+/// \brief Shared implementation for block frequency analysis.
+///
+/// This is a shared implementation of BlockFrequencyInfo and
+/// MachineBlockFrequencyInfo, and calculates the relative frequencies of
+/// blocks.
+///
+/// LoopInfo defines a loop as a "non-trivial" SCC dominated by a single block,
+/// which is called the header. A given loop, L, can have sub-loops, which are
+/// loops within the subgraph of L that exclude its header. (A "trivial" SCC
+/// consists of a single block that does not have a self-edge.)
+///
+/// In addition to loops, this algorithm has limited support for irreducible
+/// SCCs, which are SCCs with multiple entry blocks. Irreducible SCCs are
+/// discovered on they fly, and modelled as loops with multiple headers.
+///
+/// The headers of irreducible sub-SCCs consist of its entry blocks and all
+/// nodes that are targets of a backedge within it (excluding backedges within
+/// true sub-loops). Block frequency calculations act as if a block is
+/// inserted that intercepts all the edges to the headers. All backedges and
+/// entries point to this block. Its successors are the headers, which split
+/// the frequency evenly.
+///
+/// This algorithm leverages BlockMass and ScaledNumber to maintain precision,
+/// separates mass distribution from loop scaling, and dithers to eliminate
+/// probability mass loss.
+///
+/// The implementation is split between BlockFrequencyInfoImpl, which knows the
+/// type of graph being modelled (BasicBlock vs. MachineBasicBlock), and
+/// BlockFrequencyInfoImplBase, which doesn't. The base class uses \a
+/// BlockNode, a wrapper around a uint32_t. BlockNode is numbered from 0 in
+/// reverse-post order. This gives two advantages: it's easy to compare the
+/// relative ordering of two nodes, and maps keyed on BlockT can be represented
+/// by vectors.
+///
+/// This algorithm is O(V+E), unless there is irreducible control flow, in
+/// which case it's O(V*E) in the worst case.
+///
+/// These are the main stages:
+///
+/// 0. Reverse post-order traversal (\a initializeRPOT()).
+///
+/// Run a single post-order traversal and save it (in reverse) in RPOT.

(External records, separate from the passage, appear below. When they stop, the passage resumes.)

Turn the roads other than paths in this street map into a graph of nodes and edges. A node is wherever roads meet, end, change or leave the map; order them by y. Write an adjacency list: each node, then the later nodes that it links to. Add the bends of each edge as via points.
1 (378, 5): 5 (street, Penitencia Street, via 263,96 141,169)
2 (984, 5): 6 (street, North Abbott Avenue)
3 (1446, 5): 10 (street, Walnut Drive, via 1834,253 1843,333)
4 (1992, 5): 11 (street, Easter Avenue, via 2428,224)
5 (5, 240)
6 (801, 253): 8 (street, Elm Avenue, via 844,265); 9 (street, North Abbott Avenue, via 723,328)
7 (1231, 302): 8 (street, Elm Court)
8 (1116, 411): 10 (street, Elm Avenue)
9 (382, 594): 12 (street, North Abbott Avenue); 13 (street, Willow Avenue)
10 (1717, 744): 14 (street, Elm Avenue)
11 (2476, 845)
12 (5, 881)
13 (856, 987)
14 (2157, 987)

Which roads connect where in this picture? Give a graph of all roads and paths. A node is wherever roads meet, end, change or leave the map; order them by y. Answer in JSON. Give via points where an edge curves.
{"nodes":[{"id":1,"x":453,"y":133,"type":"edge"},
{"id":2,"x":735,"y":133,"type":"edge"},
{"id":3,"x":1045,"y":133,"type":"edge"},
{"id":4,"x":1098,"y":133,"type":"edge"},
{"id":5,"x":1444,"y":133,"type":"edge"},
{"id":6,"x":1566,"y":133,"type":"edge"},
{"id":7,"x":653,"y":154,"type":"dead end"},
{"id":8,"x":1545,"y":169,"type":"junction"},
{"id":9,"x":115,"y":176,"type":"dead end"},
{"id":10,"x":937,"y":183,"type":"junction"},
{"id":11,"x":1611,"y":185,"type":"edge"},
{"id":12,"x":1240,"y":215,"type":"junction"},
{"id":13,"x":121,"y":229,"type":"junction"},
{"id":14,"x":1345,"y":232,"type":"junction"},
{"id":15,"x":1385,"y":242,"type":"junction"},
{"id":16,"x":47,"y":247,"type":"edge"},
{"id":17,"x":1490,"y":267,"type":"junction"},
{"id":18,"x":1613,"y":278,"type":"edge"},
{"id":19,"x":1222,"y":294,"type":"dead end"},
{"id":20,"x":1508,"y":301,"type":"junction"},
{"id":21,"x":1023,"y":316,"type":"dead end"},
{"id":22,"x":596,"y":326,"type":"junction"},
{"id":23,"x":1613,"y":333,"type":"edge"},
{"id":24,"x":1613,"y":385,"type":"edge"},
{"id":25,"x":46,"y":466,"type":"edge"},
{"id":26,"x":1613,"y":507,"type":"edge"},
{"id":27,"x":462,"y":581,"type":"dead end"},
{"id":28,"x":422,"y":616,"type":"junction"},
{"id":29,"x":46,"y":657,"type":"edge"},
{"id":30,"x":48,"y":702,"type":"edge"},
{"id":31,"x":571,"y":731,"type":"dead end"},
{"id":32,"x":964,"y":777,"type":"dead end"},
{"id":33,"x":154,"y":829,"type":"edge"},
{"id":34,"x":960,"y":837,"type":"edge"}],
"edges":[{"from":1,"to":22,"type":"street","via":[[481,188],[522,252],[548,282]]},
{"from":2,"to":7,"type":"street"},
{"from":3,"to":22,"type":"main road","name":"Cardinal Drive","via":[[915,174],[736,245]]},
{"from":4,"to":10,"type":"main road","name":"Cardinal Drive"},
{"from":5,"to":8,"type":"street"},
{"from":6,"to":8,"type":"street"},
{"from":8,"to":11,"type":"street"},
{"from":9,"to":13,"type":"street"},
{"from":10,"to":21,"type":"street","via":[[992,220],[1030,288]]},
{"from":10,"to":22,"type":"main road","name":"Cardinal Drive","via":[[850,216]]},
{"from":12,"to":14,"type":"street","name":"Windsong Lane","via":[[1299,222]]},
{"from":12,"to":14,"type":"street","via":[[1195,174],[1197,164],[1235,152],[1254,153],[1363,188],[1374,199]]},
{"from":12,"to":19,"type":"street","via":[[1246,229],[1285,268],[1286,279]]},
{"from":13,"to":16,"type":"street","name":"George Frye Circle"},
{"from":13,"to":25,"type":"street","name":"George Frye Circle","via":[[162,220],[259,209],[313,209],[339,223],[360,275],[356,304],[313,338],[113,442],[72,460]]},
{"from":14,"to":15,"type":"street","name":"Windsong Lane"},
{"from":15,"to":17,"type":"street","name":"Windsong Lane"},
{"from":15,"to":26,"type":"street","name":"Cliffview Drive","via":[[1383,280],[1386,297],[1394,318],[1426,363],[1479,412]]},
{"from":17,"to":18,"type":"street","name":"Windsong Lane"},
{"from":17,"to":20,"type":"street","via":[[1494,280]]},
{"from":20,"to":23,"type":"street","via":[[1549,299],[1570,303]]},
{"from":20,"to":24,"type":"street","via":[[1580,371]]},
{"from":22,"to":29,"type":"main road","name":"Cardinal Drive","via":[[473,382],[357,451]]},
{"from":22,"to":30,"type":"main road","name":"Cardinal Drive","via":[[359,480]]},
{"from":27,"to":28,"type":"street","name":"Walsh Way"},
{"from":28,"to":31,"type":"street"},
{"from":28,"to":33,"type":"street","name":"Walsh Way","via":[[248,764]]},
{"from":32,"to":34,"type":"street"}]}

+/// All other stages make use of this ordering. Save a lookup from BlockT
+/// to BlockNode (the index into RPOT) in Nodes.
+///
+/// 1. Loop initialization (\a initializeLoops()).
+///
+/// Translate LoopInfo/MachineLoopInfo into a form suitable for the rest of
+/// the algorithm. In particular, store the immediate members of each loop
+/// in reverse post-order.
+///
+/// 2. Calculate mass and scale in loops (\a computeMassInLoops()).
+///
+/// For each loop (bottom-up), distribute mass through the DAG resulting
+/// from ignoring backedges and treating sub-loops as a single pseudo-node.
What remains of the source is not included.